I attached the photo of the frustum given in the problem.

Since the bases are similar triangles, and the problem specifies that the ratio of appropriate sides of the bases is 1/2, solution says the following equation holds:

[math]B/B_1 = AB^2/A_1B_1^2 => B/B_1 = 2^2 / 1^2[/math]
I don't understand how this can be if area of a triangle can only be expressed ( in general case ) with one side and its adequate altitude ( unless we can incorporate a larger number of variables such as with using Hero's formula, or if we have radii of the inscribed or circumscribed circles ). Thus, I see no justification for the exponentiation of the sides AB and A_1B_1.

To my mind, the only mathematically justified way to write the equation using ratios would be:

[math]B/B_1 = AB*h_A / A_1B_1*h_a[/math]
But this is useless, since we have no ratio between appropriate heights of any two sides given in the problem.

I didn't give the whole formulation of the problem because this fraction was the only one I had any trouble with.

I would immensely appreciate any help.

 

[JeffM]

I attached the photo of the frustum given in the problem.

Since the bases are similar triangles, and the problem specifies that the ratio of appropriate sides of the bases is 1/2, solution says the following equation holds:

[math]B/B_1 = AB^2/A_1B_1^2 => B/B_1 = 2^2 / 1^2[/math]
I don't understand how this can be if area of a triangle can only be expressed ( in general case ) with one side and its adequate altitude ( unless we can incorporate a larger number of variables such as with using Hero's formula, or if we have radii of the inscribed or circumscribed circles ). Thus, I see no justification for the exponentiation of the sides AB and A_1B_1.

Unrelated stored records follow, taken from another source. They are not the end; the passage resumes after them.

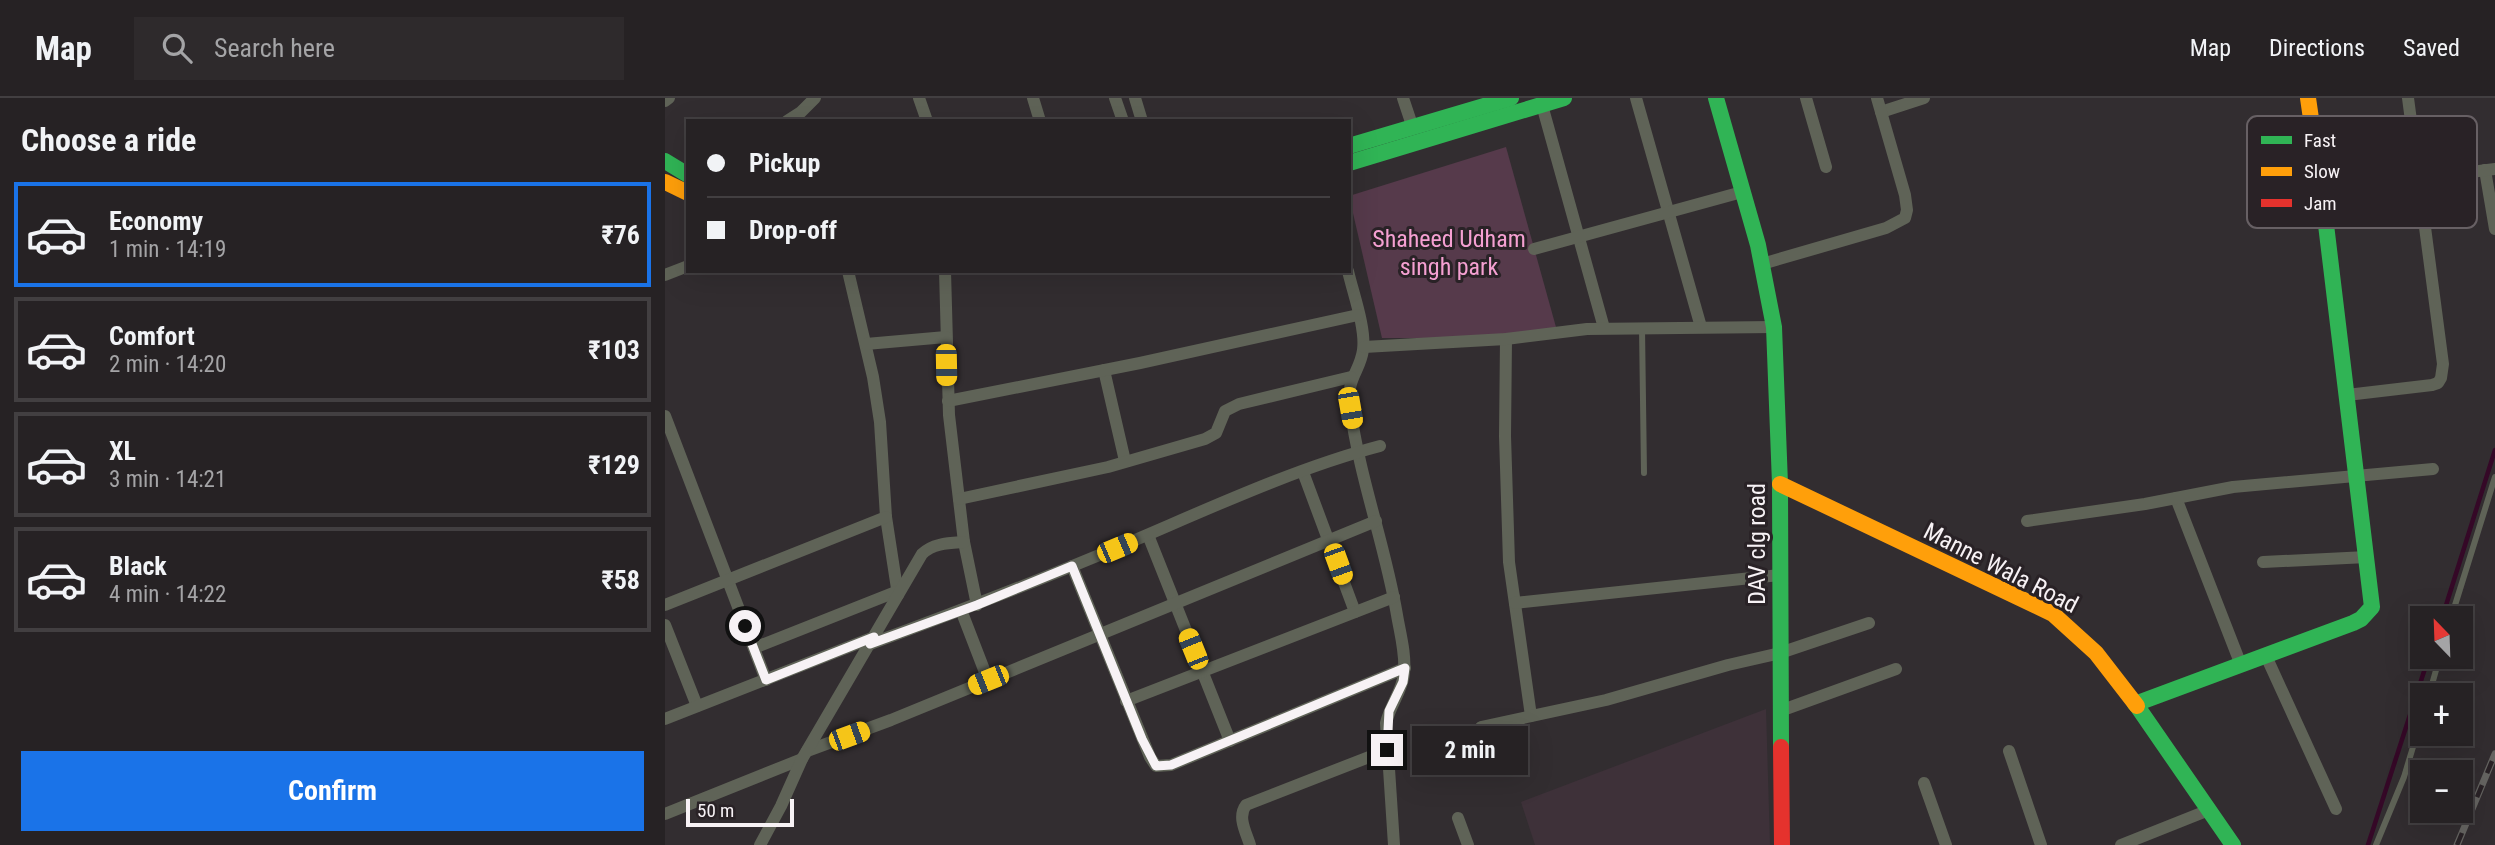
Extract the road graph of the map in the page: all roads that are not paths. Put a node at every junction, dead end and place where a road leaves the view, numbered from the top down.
1 (815, 98) edge
2 (919, 98) edge
3 (1033, 98) edge
4 (1115, 98) edge
5 (1135, 98) edge
6 (1403, 98) edge
7 (1511, 98) edge
8 (1564, 98) edge
9 (1636, 98) edge
10 (1716, 98) edge
11 (1806, 98) edge
12 (1877, 98) edge
13 (1924, 98) edge
14 (2308, 98) edge
15 (2408, 98) edge
16 (1542, 105) junction
17 (1881, 112) junction
18 (2311, 116) edge
19 (2410, 116) edge
20 (790, 119) edge
21 (926, 119) edge
22 (1039, 119) edge
23 (1122, 119) edge
24 (1141, 119) edge
25 (1413, 128) junction
26 (1351, 145) edge
27 (665, 161) edge
28 (1351, 162) edge
29 (1826, 167) dead end
30 (2490, 170) edge
31 (686, 175) edge
32 (665, 182) edge
33 (686, 192) edge
34 (1742, 192) junction
35 (1668, 212) junction
36 (2327, 228) edge
37 (2425, 228) edge
38 (2495, 229) edge
39 (1579, 236) junction
40 (1534, 249) dead end
41 (1762, 264) junction
42 (686, 267) edge
43 (848, 273) edge
44 (945, 273) edge
45 (1348, 273) edge
46 (665, 275) edge
47 (1358, 315) junction
48 (1701, 327) junction
49 (1774, 327) junction
50 (1604, 328) junction
51 (1642, 328) junction
52 (946, 337) junction
53 (1506, 338) junction
54 (866, 344) junction
55 (1364, 347) junction
56 (1104, 370) junction
57 (1351, 377) junction
58 (2347, 395) junction
59 (948, 401) junction
60 (665, 416) edge
61 (1380, 446) dead end
62 (1358, 452) junction
63 (1125, 461) junction
64 (2433, 469) dead end
65 (1303, 472) junction
66 (1644, 473) dead end
67 (2357, 477) junction
68 (2495, 477) edge
69 (1780, 484) junction
70 (2176, 498) junction
71 (959, 499) junction
72 (887, 517) junction
73 (1376, 521) junction
74 (2027, 521) dead end
75 (1148, 535) junction
76 (1329, 541) junction
77 (964, 542) junction
78 (2367, 557) junction
79 (2263, 562) dead end
80 (1072, 566) junction
81 (1780, 575) junction
82 (726, 580) junction
83 (898, 593) junction
84 (1394, 597) junction
85 (1515, 603) junction
86 (1174, 604) junction
87 (665, 605) edge
88 (977, 605) junction
89 (2455, 606) edge
90 (961, 610) junction
91 (1355, 612) junction
92 (1869, 623) dead end
93 (665, 625) edge
94 (1099, 635) junction
95 (872, 640) junction
96 (754, 648) junction
97 (1780, 653) junction
98 (2266, 656) junction
99 (2241, 665) junction
100 (1405, 668) junction
101 (1896, 668) dead end
102 (1202, 672) junction
103 (766, 680) junction
104 (988, 680) junction
105 (1126, 701) junction
106 (2135, 704) junction
107 (697, 706) junction
108 (1780, 711) junction
109 (1531, 716) junction
110 (665, 719) edge
111 (1482, 727) dead end
112 (1230, 741) junction
113 (2413, 746) edge
114 (1387, 750) junction
115 (2008, 751) dead end
116 (804, 755) junction
117 (1924, 783) dead end
118 (2336, 809) dead end
119 (2209, 810) junction
120 (665, 814) edge
121 (1458, 818) dead end
122 (760, 845) edge
123 (1250, 845) edge
124 (1394, 845) edge
125 (1468, 845) edge
126 (1782, 845) edge
127 (1946, 845) edge
128 (2041, 845) edge
129 (2121, 845) edge
130 (2233, 845) edge
131 (2376, 845) edge

1 - 20 street
2 - 21 street
3 - 22 street
4 - 23 street
5 - 24 street
6 - 25 street
7 - 25 main road
8 - 16 main road
9 - 35 street
10 - 34 main road, DAV clg road
11 - 29 street
12 - 17 street
13 - 17 street
14 - 18 main road
15 - 19 street
16 - 28 main road
16 - 39 street
17 - 41 street
25 - 26 main road
27 - 31 main road
30 - 38 street
32 - 33 main road
34 - 35 street
34 - 41 main road, DAV clg road
35 - 39 street
35 - 48 street
36 - 58 main road
37 - 58 street
39 - 40 street
39 - 50 street
41 - 49 main road, DAV clg road
42 - 46 street
43 - 54 street
44 - 52 street
45 - 47 street
47 - 55 street
47 - 56 street
48 - 49 street
48 - 51 street
49 - 69 main road, DAV clg road
50 - 51 street
50 - 53 street
51 - 66 lane
52 - 54 street
52 - 59 street
53 - 55 street
53 - 85 street
54 - 72 street
55 - 57 street
56 - 59 street
56 - 63 street
57 - 62 street
57 - 63 street
58 - 67 main road
59 - 71 street
60 - 82 street
61 - 62 street
62 - 65 street
62 - 73 street
63 - 71 street
64 - 67 street
65 - 75 street
65 - 76 street
67 - 70 street
67 - 78 main road
68 - 89 lane
69 - 81 main road, DAV clg road
69 - 106 main road, Manne Wala Road
70 - 74 street
70 - 99 street
71 - 77 street
72 - 82 street
72 - 83 street
73 - 76 street
73 - 84 street
75 - 80 street
75 - 86 street
76 - 86 street
76 - 91 street
77 - 83 street
77 - 88 street
78 - 79 street
78 - 98 main road
80 - 88 street
80 - 94 street
81 - 85 street
81 - 97 main road, DAV clg road
82 - 87 street
82 - 96 street
83 - 95 street
83 - 96 street
84 - 91 street
84 - 100 street
85 - 109 street
86 - 94 street
86 - 102 street
88 - 90 street
90 - 95 street
90 - 104 street
91 - 102 street
92 - 97 street
93 - 107 street
94 - 104 street
94 - 105 street
95 - 103 street
95 - 116 street
96 - 103 street
97 - 108 main road, DAV clg road
97 - 109 street
98 - 99 main road
98 - 118 street
99 - 106 main road
100 - 112 street
100 - 114 street
101 - 108 street
102 - 105 street
102 - 112 street
103 - 107 street
104 - 116 street
105 - 112 street
106 - 119 main road, Manne Wala Road
107 - 110 street
108 - 126 main road, DAV clg road
109 - 111 street
113 - 131 lane
114 - 123 street
114 - 124 street
115 - 128 street
116 - 120 street
116 - 122 street
117 - 127 street
119 - 129 street
119 - 130 main road, Manne Wala Road
121 - 125 street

To my mind, the only mathematically justified way to write the equation using ratios would be:

[math]B/B_1 = AB*h_A / A_1B_1*h_a[/math]
But this is useless, since we have no ratio between appropriate heights of any two sides given in the problem.

I didn't give the whole formulation of the problem because this fraction was the only one I had any trouble with.

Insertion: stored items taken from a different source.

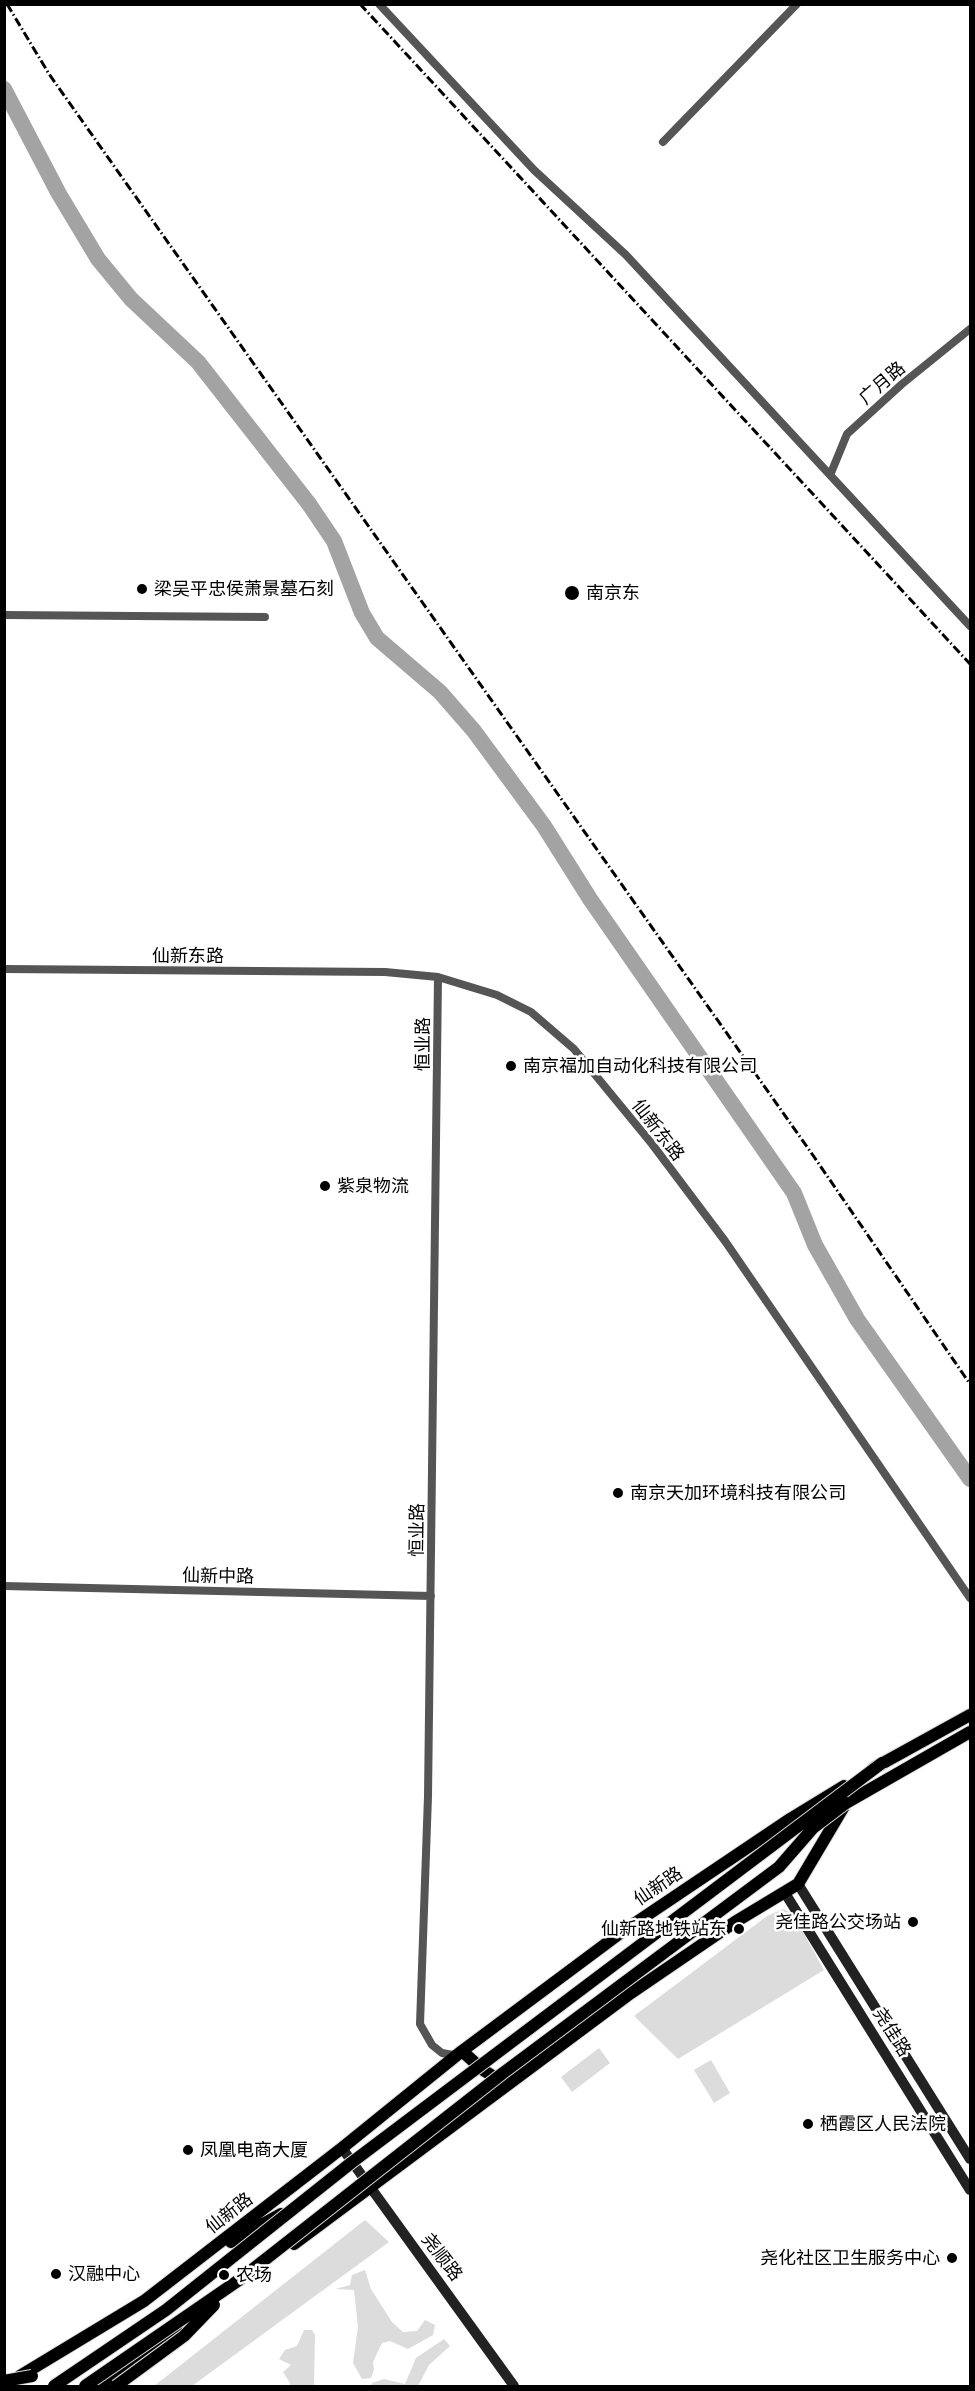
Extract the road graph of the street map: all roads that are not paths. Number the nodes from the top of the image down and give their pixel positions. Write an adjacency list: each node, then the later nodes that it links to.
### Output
1 (379, 4): 5 (street)
2 (797, 4): 3 (street)
3 (663, 142)
4 (970, 329): 5 (street, 广月路)
5 (831, 473): 8 (street)
6 (4, 615): 7 (street)
7 (265, 617)
8 (970, 626)
9 (4, 969): 10 (street, 仙新东路)
10 (438, 977): 12 (street, 恒业路); 13 (street, 仙新东路)
11 (4, 1586): 12 (street, 仙新中路)
12 (431, 1596): 20 (street, 恒业路)
13 (970, 1598)
14 (970, 1715): 16 (main road, 仙新路)
15 (970, 1732): 17 (main road)
16 (882, 1763): 20 (main road, 仙新路); 26 (main road, 仙新路, bridge)
17 (846, 1803): 18 (main road); 27 (main road, bridge)
18 (798, 1884): 19 (main road); 23 (main road, 尧佳路)
19 (785, 1893): 21 (main road); 25 (main road, 尧佳路)
20 (462, 2051): 21 (main road); 22 (main road, 仙新路)
21 (514, 2082): 24 (main road)
22 (342, 2148): 24 (main road, 尧顺路); 28 (main road, 仙新路)
23 (970, 2159)
24 (369, 2187): 31 (main road); 33 (main road, 尧顺路)
25 (970, 2190)
26 (300, 2203): 28 (main road, bridge); 29 (main road, 仙新路, bridge)
27 (239, 2280): 30 (main road, bridge); 32 (main road, bridge)
28 (5, 2384)
29 (54, 2386)
30 (85, 2386)
31 (97, 2386)
32 (117, 2386)
33 (514, 2386)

I would immensely appreciate any help.

The notation is awful. A, B, etc. are labels of points rather than numbers. You can‘t square them or divide them.

You have explicitly said that you have not given us all the information provided in the problem. Therefore, there may be aspects of the problem that you have erroneously deemed irrelevant. If so, we cannot possibly help you.

However, I suspect that this is as simple as this.

Given that the two triangles are similar, the length of the heights, [imath]h_1[/imath] and [imath]h_2[/imath] are in the same proportion as the lengths of the sides, [imath]s_1[/imath]and [imath]s_2[/imath]. The question is what is the proportion between the areas of the two triangle, [imath]a_1[/imath] and [imath]a_2[/imath]?



[math]\dfrac{s_1}{s_2} = p = \dfrac{h_1}{h_2}.\\ a_1 = \dfrac{s_1h_1}{2}.\\ a_2 = \dfrac{s_2h_2}{2}.\\ \therefore \ \dfrac{a_1}{a_2} = \dfrac{\dfrac{s_1h_1}{2}}{\dfrac{s_2h_2}{2}}= \dfrac{s_1}{s_2} * \dfrac{h_1}{h_2} = p * p = p^2.[/math]

 

[Ognjen]

The notation is awful. A, B, etc. are labels of points rather than numbers. You can‘t square them or divide them.

You have explicitly said that you have not given us all the information provided in the problem. Therefore, there may be aspects of the problem that you have erroneously deemed irrelevant. If so, we cannot possibly help you.

However, I suspect that this is as simple as this.

Given that the two triangles are similar, the length of the heights, [imath]h_1[/imath] and [imath]h_2[/imath] are in the same proportion as the lengths of the sides, [math]s_1[/imath]and [imath]s_2[/imath]. The question is what is the proportion between the areas of the two triangle, [imath]a_1[/imath] and [imath]a_2[/imath]? [math]\dfrac{s_1}{s_2} = p = \dfrac{h_1}{h_2}.\\ a_1 = \dfrac{s_1h_1}{2}.\\ a_2 = \dfrac{s_2h_2}{2}.\\ \therefore \ \dfrac{a_1}{a_2} = \dfrac{\dfrac{s_1h_1}{2}}{\dfrac{s_2h_2}{2}}= \dfrac{s_1}{s_2} * \dfrac{h_1}{h_2} = p * p = p^2.[/math]

Thank you so much, I get it now

The notation difficulties resulted from the official notation of the workbook I found the problem in. I didn't want to change anything for the sake of consistency and for fear of modifying something crucial whose relevance I wasn't aware of.